In 24 games with the Rays in 2020, Loup posted a 3–2 record with a 2.52 ERA with 22 strikeouts and an 0.840 WHIP across 25 innings. He made his second appearance in the postseason after 2015 as the Rays won the AL East. He pitched a scoreless inning in the deciding game of the American League Wild Card Series against the Blue Jays, and made four scoreless appearances in the American League Champion Series against the Houston Astros, helping the Rays advance to the 2020 World Series.

===New York Mets===
On January 30, 2021, Loup signed a one-year, $3 million contract with the New York Mets. On Opening Day against the Philadelphia Phillies, he forced in a run by hitting Bryce Harper with a pitch while the bases were loaded. Loup was brought in specifically to pitch against his fellow left-hander Harper. As the 2021 season progressed, Loup became one of the most reliable members of the Mets' bullpen, finishing the season with an ERA of 0.95 in 56 2/3 innings pitched.

===Los Angeles Angels===
On November 22, 2021, Loup signed a two-year, $17 million contract with the Los Angeles Angels.
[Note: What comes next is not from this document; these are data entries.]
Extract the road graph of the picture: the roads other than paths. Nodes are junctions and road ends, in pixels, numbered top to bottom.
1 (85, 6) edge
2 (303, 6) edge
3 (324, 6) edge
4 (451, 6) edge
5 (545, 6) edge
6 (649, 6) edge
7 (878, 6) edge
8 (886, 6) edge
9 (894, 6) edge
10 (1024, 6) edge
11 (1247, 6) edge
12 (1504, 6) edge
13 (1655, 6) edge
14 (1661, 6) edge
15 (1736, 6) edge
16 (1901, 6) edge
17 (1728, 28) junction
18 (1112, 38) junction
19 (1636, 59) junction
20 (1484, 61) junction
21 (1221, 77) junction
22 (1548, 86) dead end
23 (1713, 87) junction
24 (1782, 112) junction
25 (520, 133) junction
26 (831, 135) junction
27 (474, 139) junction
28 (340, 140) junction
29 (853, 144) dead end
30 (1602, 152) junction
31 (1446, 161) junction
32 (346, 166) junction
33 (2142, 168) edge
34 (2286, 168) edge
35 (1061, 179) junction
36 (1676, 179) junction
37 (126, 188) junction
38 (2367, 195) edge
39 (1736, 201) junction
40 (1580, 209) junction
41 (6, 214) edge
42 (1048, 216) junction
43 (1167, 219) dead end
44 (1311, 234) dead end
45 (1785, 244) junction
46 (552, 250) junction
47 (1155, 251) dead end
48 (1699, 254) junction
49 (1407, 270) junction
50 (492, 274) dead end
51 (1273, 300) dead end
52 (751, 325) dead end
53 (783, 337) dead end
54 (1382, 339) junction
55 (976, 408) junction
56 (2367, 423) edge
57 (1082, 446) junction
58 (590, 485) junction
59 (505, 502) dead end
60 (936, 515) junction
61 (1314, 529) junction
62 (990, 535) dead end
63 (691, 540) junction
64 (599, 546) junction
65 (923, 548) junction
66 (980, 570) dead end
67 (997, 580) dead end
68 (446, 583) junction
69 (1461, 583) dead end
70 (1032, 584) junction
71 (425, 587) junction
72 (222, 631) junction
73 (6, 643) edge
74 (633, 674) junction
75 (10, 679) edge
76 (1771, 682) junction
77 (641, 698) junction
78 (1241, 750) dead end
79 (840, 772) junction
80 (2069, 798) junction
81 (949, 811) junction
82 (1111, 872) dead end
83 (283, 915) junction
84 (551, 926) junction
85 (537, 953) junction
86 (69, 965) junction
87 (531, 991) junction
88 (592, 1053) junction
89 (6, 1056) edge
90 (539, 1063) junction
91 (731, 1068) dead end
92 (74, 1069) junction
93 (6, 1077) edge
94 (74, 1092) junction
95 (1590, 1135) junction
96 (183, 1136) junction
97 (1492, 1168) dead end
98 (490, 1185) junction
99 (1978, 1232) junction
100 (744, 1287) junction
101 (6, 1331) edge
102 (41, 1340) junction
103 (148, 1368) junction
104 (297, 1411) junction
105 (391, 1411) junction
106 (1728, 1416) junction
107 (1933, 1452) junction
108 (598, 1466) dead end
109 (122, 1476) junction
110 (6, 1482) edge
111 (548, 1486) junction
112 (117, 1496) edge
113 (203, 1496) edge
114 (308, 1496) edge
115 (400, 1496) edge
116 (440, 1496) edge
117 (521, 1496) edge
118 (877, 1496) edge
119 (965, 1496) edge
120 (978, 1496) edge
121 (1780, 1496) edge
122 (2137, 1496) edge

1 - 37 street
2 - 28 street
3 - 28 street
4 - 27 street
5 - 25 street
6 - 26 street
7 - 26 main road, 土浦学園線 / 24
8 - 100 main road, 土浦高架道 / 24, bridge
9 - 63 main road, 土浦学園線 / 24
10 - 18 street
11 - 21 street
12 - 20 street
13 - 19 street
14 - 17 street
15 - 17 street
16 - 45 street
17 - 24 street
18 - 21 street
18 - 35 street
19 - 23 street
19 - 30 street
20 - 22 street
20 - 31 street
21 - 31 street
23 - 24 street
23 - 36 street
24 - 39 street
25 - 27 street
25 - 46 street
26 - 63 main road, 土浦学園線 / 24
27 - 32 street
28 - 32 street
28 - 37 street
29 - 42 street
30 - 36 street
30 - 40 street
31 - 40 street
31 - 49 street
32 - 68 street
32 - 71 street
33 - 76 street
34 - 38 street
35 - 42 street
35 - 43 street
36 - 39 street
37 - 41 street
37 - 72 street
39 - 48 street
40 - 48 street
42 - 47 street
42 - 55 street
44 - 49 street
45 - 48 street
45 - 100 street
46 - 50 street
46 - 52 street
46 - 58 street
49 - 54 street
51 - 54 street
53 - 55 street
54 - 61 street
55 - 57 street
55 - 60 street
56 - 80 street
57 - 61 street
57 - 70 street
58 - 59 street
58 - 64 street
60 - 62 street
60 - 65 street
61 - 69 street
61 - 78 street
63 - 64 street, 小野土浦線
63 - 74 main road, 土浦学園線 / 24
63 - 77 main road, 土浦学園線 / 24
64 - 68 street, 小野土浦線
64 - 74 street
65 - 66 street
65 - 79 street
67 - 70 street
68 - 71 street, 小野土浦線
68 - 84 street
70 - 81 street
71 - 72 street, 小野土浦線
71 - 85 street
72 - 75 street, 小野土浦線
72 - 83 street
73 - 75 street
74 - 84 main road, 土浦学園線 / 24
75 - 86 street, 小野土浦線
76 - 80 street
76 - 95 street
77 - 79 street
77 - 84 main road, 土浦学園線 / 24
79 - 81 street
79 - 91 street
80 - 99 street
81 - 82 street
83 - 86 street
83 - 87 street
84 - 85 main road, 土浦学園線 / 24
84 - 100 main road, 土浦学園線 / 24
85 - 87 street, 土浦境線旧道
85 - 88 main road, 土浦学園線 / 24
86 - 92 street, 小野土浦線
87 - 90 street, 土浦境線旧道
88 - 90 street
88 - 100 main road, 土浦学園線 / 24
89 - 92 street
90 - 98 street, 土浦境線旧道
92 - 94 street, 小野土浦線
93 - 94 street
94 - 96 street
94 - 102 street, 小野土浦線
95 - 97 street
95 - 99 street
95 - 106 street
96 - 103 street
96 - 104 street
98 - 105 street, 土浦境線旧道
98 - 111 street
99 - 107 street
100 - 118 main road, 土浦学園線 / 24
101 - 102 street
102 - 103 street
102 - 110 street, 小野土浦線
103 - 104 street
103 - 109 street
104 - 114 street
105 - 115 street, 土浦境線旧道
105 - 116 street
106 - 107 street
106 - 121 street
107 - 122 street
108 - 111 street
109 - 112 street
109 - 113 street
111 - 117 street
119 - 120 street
He made his debut with the team on April 7, 2022, in a game against the Houston Astros, pitching one inning and striking out one in relief of Shohei Ohtani. On November 3, 2023, the Angels declined the $7.5 million team option on his contract, making him a free agent.

==Scouting report==
===Defense===
Due to his non-ideal size as a pitcher, some have seen issues in Loup's stamina and durability. His pitches can also come across as "a bit too hittable." But he is especially effective against left-handed batters. In 2013, Loup was viewed by the Blue Jays' manager John Gibbons as "not necessarily a long guy; he's more a situational, one-inning guy." Despite his shortcomings, Loup has the lowest walk rate among all major league pitchers who have pitched at least seventy innings since 2012, having walked only 2.6% of the batters he has faced. His consistency and endurance have made Loup the Blue Jays' most-used reliever, and he says "I'm one of those guys that if my body would let me, I would pitch every day."

===Pitching style===
Loup is a left-handed pitcher. He struggled at first with pitching until minor league pitching instructor Dane Johnson and Dunedin pitching coach Darold Knowles told him to lower his arm and become more of a sidearm pitcher. Now, as he pitches, he tracks a plane from his ear to his shoulder, which also helped his effectiveness against left-handed batters. His slider and fastball improved drastically, but his changeup continued to struggle, and Loup says he is still a little inconsistent with it. He can throw a low-90s "breaking" fastball that is just as effective against right-handed batters as left-handed ones. John Farrell, a previous Blue Jays manager, said that it was "[Loup's] poise and his presence that allows him to maintain not only composure, but the ability to execute." Blue Jays bullpen coach Pat Hentgen says that Loup "keeps things simple, he doesn't overthink. He stays aggressive. He's got a lot of guts, goes right after hitters and you combine all those things and you're going to have the success that he's had." One reporter compared Loup to Bran Flakes, saying, "[y]ou know exactly what you're going to get from him every time he takes the mound and he's not going to add any excitement to any situation."

==Personal life==
Loup married his high school sweetheart Leigh Ann. They have one child, a daughter named Sophie Harper Loup, born the weekend of August 24, 2013. Loup went on the paternity list for the Blue Jays on August 23, 2013, but was called back on August 26 due to the three-day paternity list limit. Loup and his wife spend the off-season at their Louisiana home. An avid bowhunter, Loup prefers hunting deer with a compound bow. He has also been known to fish and hunt with a gun in the off-season. He is known for having a quiet and reserved personality, but says that he has become "a little more comfortable" with his teammates by spending time and "connecting" with them, which he says contributes to his success.